The Potential of Humanities Games: How Game Design and Humanities Research Can Empower One Another

Speaker Name: 
James Coltrain
Speaker Title: 
Assistant Professor
Speaker Organization: 
University of Nebraska
Start Time: 
Thursday, February 28, 2019 - 11:15am
End Time: 
Thursday, February 28, 2019 - 12:15pm
Location: 
E2-506
Organizer: 
Noah Wardrip-Fruin

Abstract: Although many Serious Games have educational goals, only a small percentage focus on humanities topics, despite the unique modes of interactive storytelling only possible through games.  In this presentation Dr. James Coltrain will explore not only how games can reinvigorate humanities education, but also how deep humanities engagement can enrich the practice and teaching of game design.

Dr. Coltrain’s project is Cassius, a first-person narrative exploration game designed to emphasize the centrality of slavery in America’s founding.  The result of archival research on site in Virginia, Cassius follows an escaped slave sheltering in an evacuated plantation during the American Revolution. As they explore, players learn about not only about the Jeffersonian, ruling white family, but much more importantly, about the hundreds of enslaved people who worked to sustain such opulent Enlightenment lifestyles, all the while enduring and actively resisting the slave system.  Cassius uses the environmental storytelling techniques of so-called “walking simulators” to realize a historic landscape far more faithfully than the sanitized surviving plantations now open to tourists, but the game also models the process of history, as players piece together difficult and painful realities of oppression through a record of period objects and documents.

Dr. Coltrain will also discuss how humanities research can transform his future games and those of his students.  In his classroom, intensive readings of primary historical texts not only provided students with vivid imagery and compelling stories for their game designs, but also challenged them to grapple with difficult issues like agency, identity, and colonialism.  Such deep understandings of culture have the potential to enrich all games, from the serious to the silly.

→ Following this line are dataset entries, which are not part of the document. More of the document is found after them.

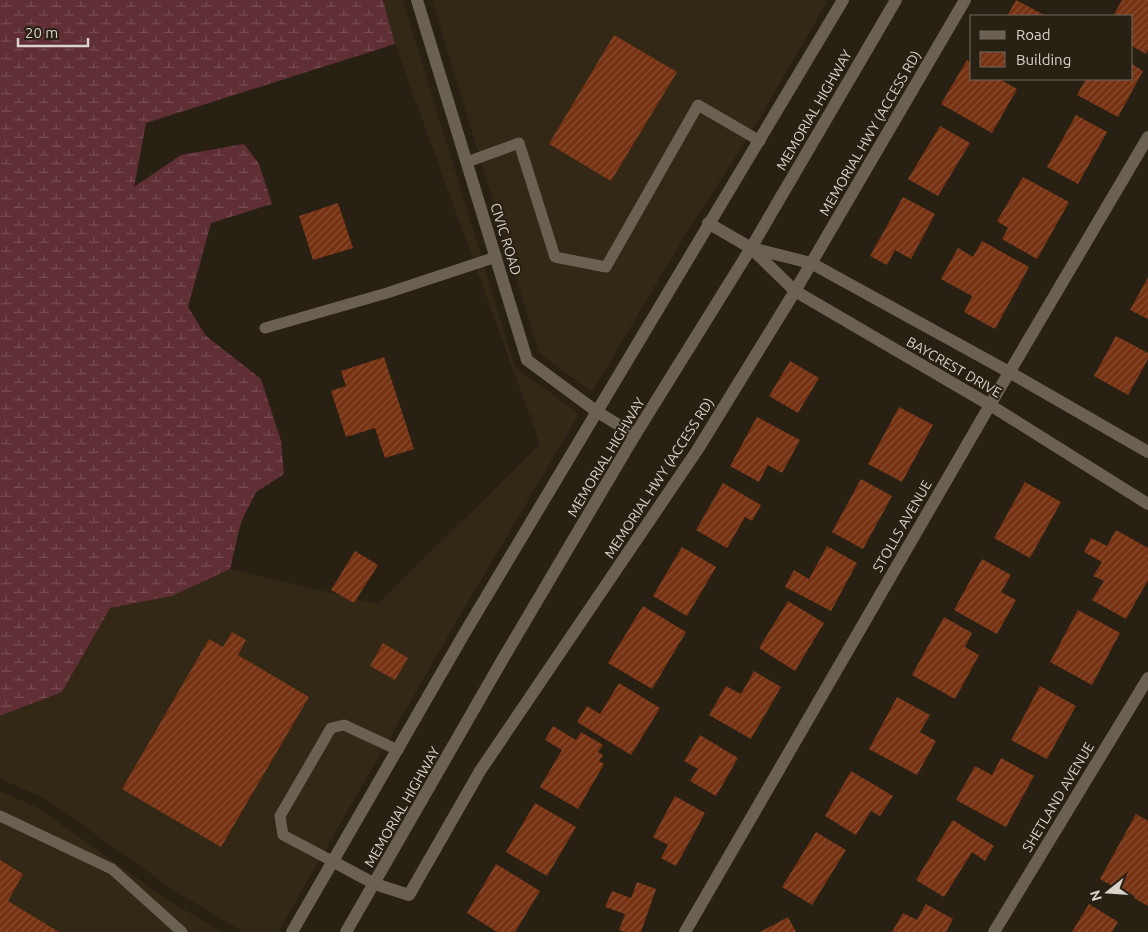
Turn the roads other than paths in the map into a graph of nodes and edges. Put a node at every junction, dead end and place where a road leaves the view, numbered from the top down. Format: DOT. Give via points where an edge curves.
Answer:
graph roads {
  1 [pos="417,0"];
  2 [pos="843,0"];
  3 [pos="896,0"];
  4 [pos="965,0"];
  5 [pos="1148,138"];
  6 [pos="760,141"];
  7 [pos="467,162"];
  8 [pos="708,223"];
  9 [pos="751,248"];
  10 [pos="496,257"];
  11 [pos="811,264"];
  12 [pos="795,291"];
  13 [pos="265,328"];
  14 [pos="1009,372"];
  15 [pos="990,405"];
  16 [pos="596,410"];
  17 [pos="636,435"];
  18 [pos="1148,452"];
  19 [pos="1148,504"];
  20 [pos="1148,678"];
  21 [pos="398,750"];
  22 [pos="0,816"];
  23 [pos="334,862"];
  24 [pos="375,884"];
  25 [pos="182,932"];
  26 [pos="292,932"];
  27 [pos="346,932"];
  28 [pos="685,932"];
  29 [pos="994,932"];
  1 -- 7 [label="street, CIVIC ROAD"];
  2 -- 6 [label="street"];
  3 -- 9 [label="street, MEMORIAL HIGHWAY"];
  4 -- 11 [label="street, MEMORIAL HWY (ACCESS RD)"];
  5 -- 14 [label="street, STOLLS AVENUE"];
  6 -- 7 [label="lane" via="698,105 606,266 555,257 519,143"];
  6 -- 8 [label="street"];
  7 -- 10 [label="street, CIVIC ROAD"];
  8 -- 9 [label="street, BAYCREST DRIVE"];
  8 -- 16 [label="street"];
  9 -- 11 [label="street, BAYCREST DRIVE"];
  9 -- 12 [label="street, BAYCREST DRIVE"];
  9 -- 17 [label="street, MEMORIAL HIGHWAY"];
  10 -- 13 [label="lane"];
  10 -- 16 [label="street, CIVIC ROAD" via="527,360"];
  11 -- 12 [label="street, MEMORIAL HWY (ACCESS RD)"];
  11 -- 14 [label="street, BAYCREST DRIVE"];
  12 -- 15 [label="street, BAYCREST DRIVE"];
  12 -- 24 [label="street, MEMORIAL HWY (ACCESS RD)" via="698,449 480,771 409,895"];
  14 -- 15 [label="street, STOLLS AVENUE"];
  14 -- 18 [label="street, BAYCREST DRIVE"];
  15 -- 19 [label="street, BAYCREST DRIVE"];
  15 -- 28 [label="street, STOLLS AVENUE"];
  16 -- 17 [label="street, CIVIC ROAD"];
  16 -- 21 [label="street"];
  17 -- 24 [label="street, MEMORIAL HIGHWAY" via="504,657"];
  20 -- 29 [label="street, SHETLAND AVENUE"];
  21 -- 23 [label="street"];
  21 -- 23 [label="lane" via="344,725 331,728 280,816 283,835"];
  22 -- 25 [label="lane" via="112,869"];
  23 -- 24 [label="street, MEMORIAL HWY (ACCESS RD)"];
  23 -- 26 [label="street"];
  24 -- 27 [label="street, MEMORIAL HIGHWAY"];
}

Bio: James Coltrain (PhD History, Northwestern University, 2011) is an Assistant Professor of History and a Faculty Fellow in the Center for Digital Research in the Humanities at the University of Nebraska.  His current research focuses on the development of public-facing, humanities-themed games, and his first project is Cassius, a first-person narrative exploration game set in colonial Virginia.  He is also a scholar of the historic architecture and material culture of the early Americas and has worked for over a decade building historical 3D visualizations.   At Nebraska he has taught graduate and undergraduate classes in digital humanities, game design, and American history.